• _AIM OF THE TASK_
Give the records again. Keep them exact and leave out the images.

• _STUDY MATERIAL_
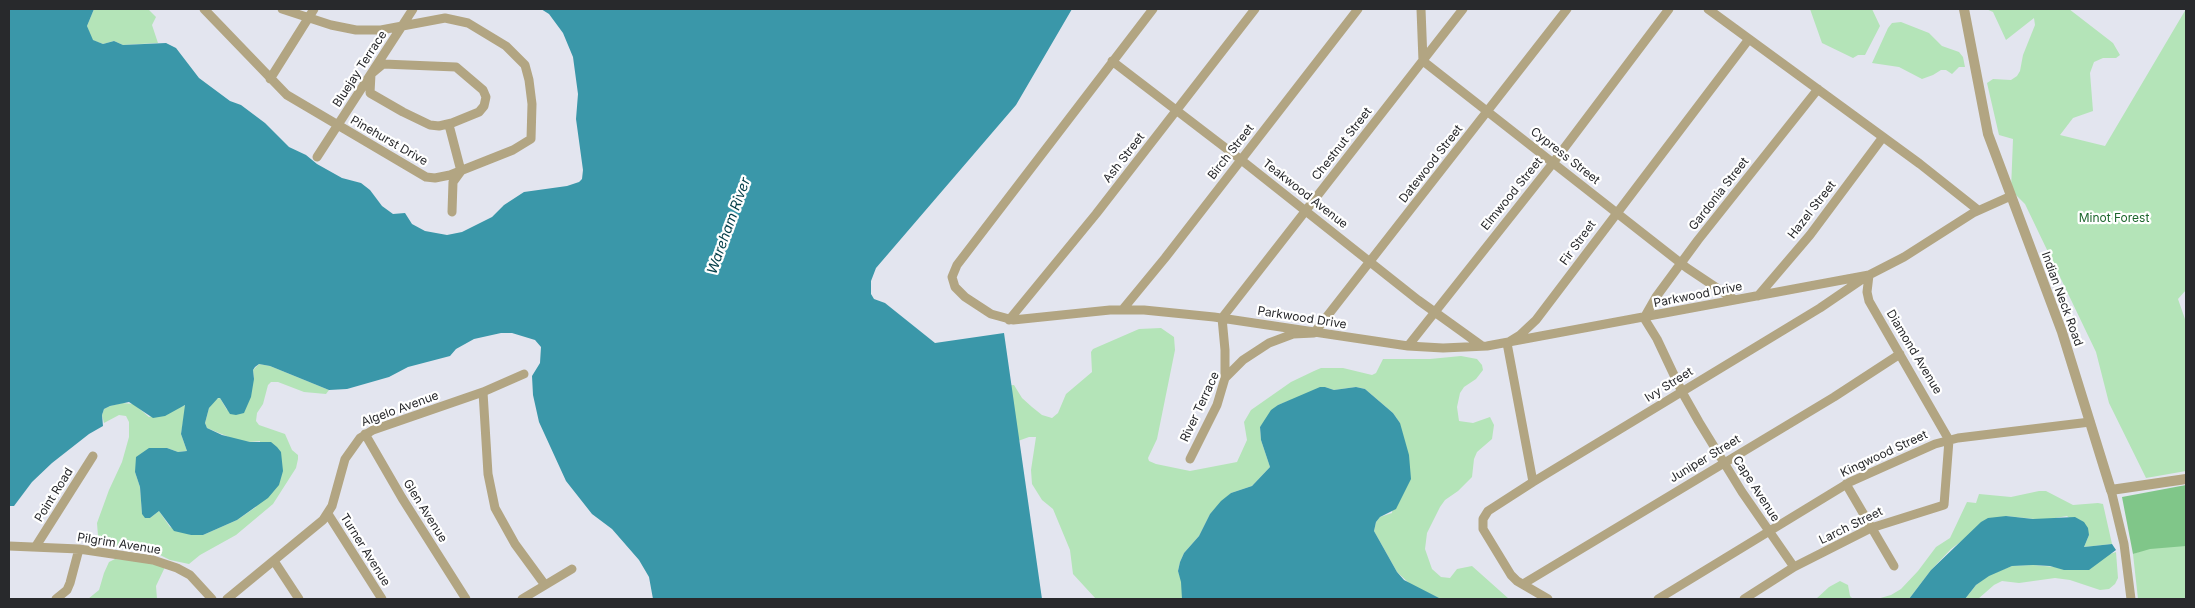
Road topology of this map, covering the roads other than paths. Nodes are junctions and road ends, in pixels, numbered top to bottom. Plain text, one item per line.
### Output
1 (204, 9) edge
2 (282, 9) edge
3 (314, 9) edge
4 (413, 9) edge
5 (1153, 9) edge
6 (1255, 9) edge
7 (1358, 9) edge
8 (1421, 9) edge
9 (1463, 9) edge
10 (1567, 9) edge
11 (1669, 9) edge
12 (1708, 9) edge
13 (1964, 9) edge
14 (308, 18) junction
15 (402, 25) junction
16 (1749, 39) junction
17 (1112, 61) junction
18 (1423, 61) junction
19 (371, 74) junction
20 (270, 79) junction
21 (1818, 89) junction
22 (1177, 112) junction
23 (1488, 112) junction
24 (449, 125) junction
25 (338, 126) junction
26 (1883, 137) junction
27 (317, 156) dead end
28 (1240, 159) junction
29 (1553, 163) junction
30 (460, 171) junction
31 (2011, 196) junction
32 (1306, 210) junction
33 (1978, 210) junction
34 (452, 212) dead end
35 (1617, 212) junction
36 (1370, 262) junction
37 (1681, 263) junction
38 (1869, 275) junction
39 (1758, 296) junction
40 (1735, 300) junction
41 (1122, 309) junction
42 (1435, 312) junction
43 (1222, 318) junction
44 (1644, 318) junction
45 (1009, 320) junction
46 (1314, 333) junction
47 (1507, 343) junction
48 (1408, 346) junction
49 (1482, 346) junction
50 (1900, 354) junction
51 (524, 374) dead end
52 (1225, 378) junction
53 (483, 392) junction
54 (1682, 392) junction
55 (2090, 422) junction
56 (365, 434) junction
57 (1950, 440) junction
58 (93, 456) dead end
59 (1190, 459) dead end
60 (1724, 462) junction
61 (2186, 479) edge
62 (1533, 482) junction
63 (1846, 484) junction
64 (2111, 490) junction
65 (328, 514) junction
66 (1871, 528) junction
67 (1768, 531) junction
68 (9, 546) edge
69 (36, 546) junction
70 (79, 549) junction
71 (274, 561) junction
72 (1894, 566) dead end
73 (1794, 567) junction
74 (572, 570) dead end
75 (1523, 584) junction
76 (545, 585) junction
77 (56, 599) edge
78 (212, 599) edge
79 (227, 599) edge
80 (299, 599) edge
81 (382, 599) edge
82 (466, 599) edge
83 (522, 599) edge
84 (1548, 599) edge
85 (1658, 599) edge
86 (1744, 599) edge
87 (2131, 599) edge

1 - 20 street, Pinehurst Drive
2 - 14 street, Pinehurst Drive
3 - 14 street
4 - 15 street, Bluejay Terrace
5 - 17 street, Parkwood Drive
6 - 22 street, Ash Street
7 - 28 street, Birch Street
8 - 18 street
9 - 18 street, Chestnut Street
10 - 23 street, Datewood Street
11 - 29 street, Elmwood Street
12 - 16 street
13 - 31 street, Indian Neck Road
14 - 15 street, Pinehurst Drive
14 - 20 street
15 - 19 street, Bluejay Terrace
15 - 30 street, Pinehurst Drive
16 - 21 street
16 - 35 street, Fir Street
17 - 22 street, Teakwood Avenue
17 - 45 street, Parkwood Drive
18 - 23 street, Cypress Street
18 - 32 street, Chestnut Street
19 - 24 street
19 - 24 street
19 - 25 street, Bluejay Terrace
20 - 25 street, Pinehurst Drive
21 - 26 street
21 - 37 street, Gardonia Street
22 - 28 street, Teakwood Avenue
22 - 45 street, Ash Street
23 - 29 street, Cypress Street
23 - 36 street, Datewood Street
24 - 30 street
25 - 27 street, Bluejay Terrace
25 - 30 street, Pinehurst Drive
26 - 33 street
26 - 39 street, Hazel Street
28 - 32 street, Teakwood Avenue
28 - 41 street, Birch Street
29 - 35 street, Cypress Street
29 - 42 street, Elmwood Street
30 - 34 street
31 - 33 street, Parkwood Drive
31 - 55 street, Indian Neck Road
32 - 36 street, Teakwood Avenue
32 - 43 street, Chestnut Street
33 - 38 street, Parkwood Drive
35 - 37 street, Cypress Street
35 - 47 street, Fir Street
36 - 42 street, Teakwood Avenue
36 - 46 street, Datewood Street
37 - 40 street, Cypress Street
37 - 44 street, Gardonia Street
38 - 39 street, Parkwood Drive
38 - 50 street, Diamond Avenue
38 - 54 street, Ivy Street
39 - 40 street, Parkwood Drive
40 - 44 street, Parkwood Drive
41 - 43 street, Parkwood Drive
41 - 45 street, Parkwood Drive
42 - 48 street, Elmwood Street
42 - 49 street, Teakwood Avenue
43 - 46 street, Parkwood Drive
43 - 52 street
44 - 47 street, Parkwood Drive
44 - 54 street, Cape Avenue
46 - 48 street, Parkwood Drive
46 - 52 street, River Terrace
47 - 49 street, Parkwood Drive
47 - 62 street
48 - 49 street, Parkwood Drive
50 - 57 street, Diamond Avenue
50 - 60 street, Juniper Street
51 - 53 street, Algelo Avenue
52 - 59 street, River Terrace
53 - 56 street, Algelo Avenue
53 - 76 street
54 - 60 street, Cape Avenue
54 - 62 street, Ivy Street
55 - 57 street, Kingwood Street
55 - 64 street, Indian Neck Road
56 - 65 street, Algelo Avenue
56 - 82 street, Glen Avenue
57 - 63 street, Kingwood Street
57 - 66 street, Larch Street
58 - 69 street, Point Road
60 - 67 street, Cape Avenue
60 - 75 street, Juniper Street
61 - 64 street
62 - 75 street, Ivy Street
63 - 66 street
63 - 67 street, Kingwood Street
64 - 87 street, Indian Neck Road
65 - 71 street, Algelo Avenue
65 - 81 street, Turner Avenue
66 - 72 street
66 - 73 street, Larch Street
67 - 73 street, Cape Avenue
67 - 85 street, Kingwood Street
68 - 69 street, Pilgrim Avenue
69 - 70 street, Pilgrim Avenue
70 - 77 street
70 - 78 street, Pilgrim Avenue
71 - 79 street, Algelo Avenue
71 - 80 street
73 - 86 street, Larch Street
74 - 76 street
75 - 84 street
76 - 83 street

• _YOUR RESPONSE_
Road topology of this map, covering the roads other than paths. Nodes are junctions and road ends, in pixels, numbered top to bottom. Plain text, one item per line.
### Output
1 (204, 9) edge
2 (282, 9) edge
3 (314, 9) edge
4 (413, 9) edge
5 (1153, 9) edge
6 (1255, 9) edge
7 (1358, 9) edge
8 (1421, 9) edge
9 (1463, 9) edge
10 (1567, 9) edge
11 (1669, 9) edge
12 (1708, 9) edge
13 (1964, 9) edge
14 (308, 18) junction
15 (402, 25) junction
16 (1749, 39) junction
17 (1112, 61) junction
18 (1423, 61) junction
19 (371, 74) junction
20 (270, 79) junction
21 (1818, 89) junction
22 (1177, 112) junction
23 (1488, 112) junction
24 (449, 125) junction
25 (338, 126) junction
26 (1883, 137) junction
27 (317, 156) dead end
28 (1240, 159) junction
29 (1553, 163) junction
30 (460, 171) junction
31 (2011, 196) junction
32 (1306, 210) junction
33 (1978, 210) junction
34 (452, 212) dead end
35 (1617, 212) junction
36 (1370, 262) junction
37 (1681, 263) junction
38 (1869, 275) junction
39 (1758, 296) junction
40 (1735, 300) junction
41 (1122, 309) junction
42 (1435, 312) junction
43 (1222, 318) junction
44 (1644, 318) junction
45 (1009, 320) junction
46 (1314, 333) junction
47 (1507, 343) junction
48 (1408, 346) junction
49 (1482, 346) junction
50 (1900, 354) junction
51 (524, 374) dead end
52 (1225, 378) junction
53 (483, 392) junction
54 (1682, 392) junction
55 (2090, 422) junction
56 (365, 434) junction
57 (1950, 440) junction
58 (93, 456) dead end
59 (1190, 459) dead end
60 (1724, 462) junction
61 (2186, 479) edge
62 (1533, 482) junction
63 (1846, 484) junction
64 (2111, 490) junction
65 (328, 514) junction
66 (1871, 528) junction
67 (1768, 531) junction
68 (9, 546) edge
69 (36, 546) junction
70 (79, 549) junction
71 (274, 561) junction
72 (1894, 566) dead end
73 (1794, 567) junction
74 (572, 570) dead end
75 (1523, 584) junction
76 (545, 585) junction
77 (56, 599) edge
78 (212, 599) edge
79 (227, 599) edge
80 (299, 599) edge
81 (382, 599) edge
82 (466, 599) edge
83 (522, 599) edge
84 (1548, 599) edge
85 (1658, 599) edge
86 (1744, 599) edge
87 (2131, 599) edge

1 - 20 street, Pinehurst Drive
2 - 14 street, Pinehurst Drive
3 - 14 street
4 - 15 street, Bluejay Terrace
5 - 17 street, Parkwood Drive
6 - 22 street, Ash Street
7 - 28 street, Birch Street
8 - 18 street
9 - 18 street, Chestnut Street
10 - 23 street, Datewood Street
11 - 29 street, Elmwood Street
12 - 16 street
13 - 31 street, Indian Neck Road
14 - 15 street, Pinehurst Drive
14 - 20 street
15 - 19 street, Bluejay Terrace
15 - 30 street, Pinehurst Drive
16 - 21 street
16 - 35 street, Fir Street
17 - 22 street, Teakwood Avenue
17 - 45 street, Parkwood Drive
18 - 23 street, Cypress Street
18 - 32 street, Chestnut Street
19 - 24 street
19 - 24 street
19 - 25 street, Bluejay Terrace
20 - 25 street, Pinehurst Drive
21 - 26 street
21 - 37 street, Gardonia Street
22 - 28 street, Teakwood Avenue
22 - 45 street, Ash Street
23 - 29 street, Cypress Street
23 - 36 street, Datewood Street
24 - 30 street
25 - 27 street, Bluejay Terrace
25 - 30 street, Pinehurst Drive
26 - 33 street
26 - 39 street, Hazel Street
28 - 32 street, Teakwood Avenue
28 - 41 street, Birch Street
29 - 35 street, Cypress Street
29 - 42 street, Elmwood Street
30 - 34 street
31 - 33 street, Parkwood Drive
31 - 55 street, Indian Neck Road
32 - 36 street, Teakwood Avenue
32 - 43 street, Chestnut Street
33 - 38 street, Parkwood Drive
35 - 37 street, Cypress Street
35 - 47 street, Fir Street
36 - 42 street, Teakwood Avenue
36 - 46 street, Datewood Street
37 - 40 street, Cypress Street
37 - 44 street, Gardonia Street
38 - 39 street, Parkwood Drive
38 - 50 street, Diamond Avenue
38 - 54 street, Ivy Street
39 - 40 street, Parkwood Drive
40 - 44 street, Parkwood Drive
41 - 43 street, Parkwood Drive
41 - 45 street, Parkwood Drive
42 - 48 street, Elmwood Street
42 - 49 street, Teakwood Avenue
43 - 46 street, Parkwood Drive
43 - 52 street
44 - 47 street, Parkwood Drive
44 - 54 street, Cape Avenue
46 - 48 street, Parkwood Drive
46 - 52 street, River Terrace
47 - 49 street, Parkwood Drive
47 - 62 street
48 - 49 street, Parkwood Drive
50 - 57 street, Diamond Avenue
50 - 60 street, Juniper Street
51 - 53 street, Algelo Avenue
52 - 59 street, River Terrace
53 - 56 street, Algelo Avenue
53 - 76 street
54 - 60 street, Cape Avenue
54 - 62 street, Ivy Street
55 - 57 street, Kingwood Street
55 - 64 street, Indian Neck Road
56 - 65 street, Algelo Avenue
56 - 82 street, Glen Avenue
57 - 63 street, Kingwood Street
57 - 66 street, Larch Street
58 - 69 street, Point Road
60 - 67 street, Cape Avenue
60 - 75 street, Juniper Street
61 - 64 street
62 - 75 street, Ivy Street
63 - 66 street
63 - 67 street, Kingwood Street
64 - 87 street, Indian Neck Road
65 - 71 street, Algelo Avenue
65 - 81 street, Turner Avenue
66 - 72 street
66 - 73 street, Larch Street
67 - 73 street, Cape Avenue
67 - 85 street, Kingwood Street
68 - 69 street, Pilgrim Avenue
69 - 70 street, Pilgrim Avenue
70 - 77 street
70 - 78 street, Pilgrim Avenue
71 - 79 street, Algelo Avenue
71 - 80 street
73 - 86 street, Larch Street
74 - 76 street
75 - 84 street
76 - 83 street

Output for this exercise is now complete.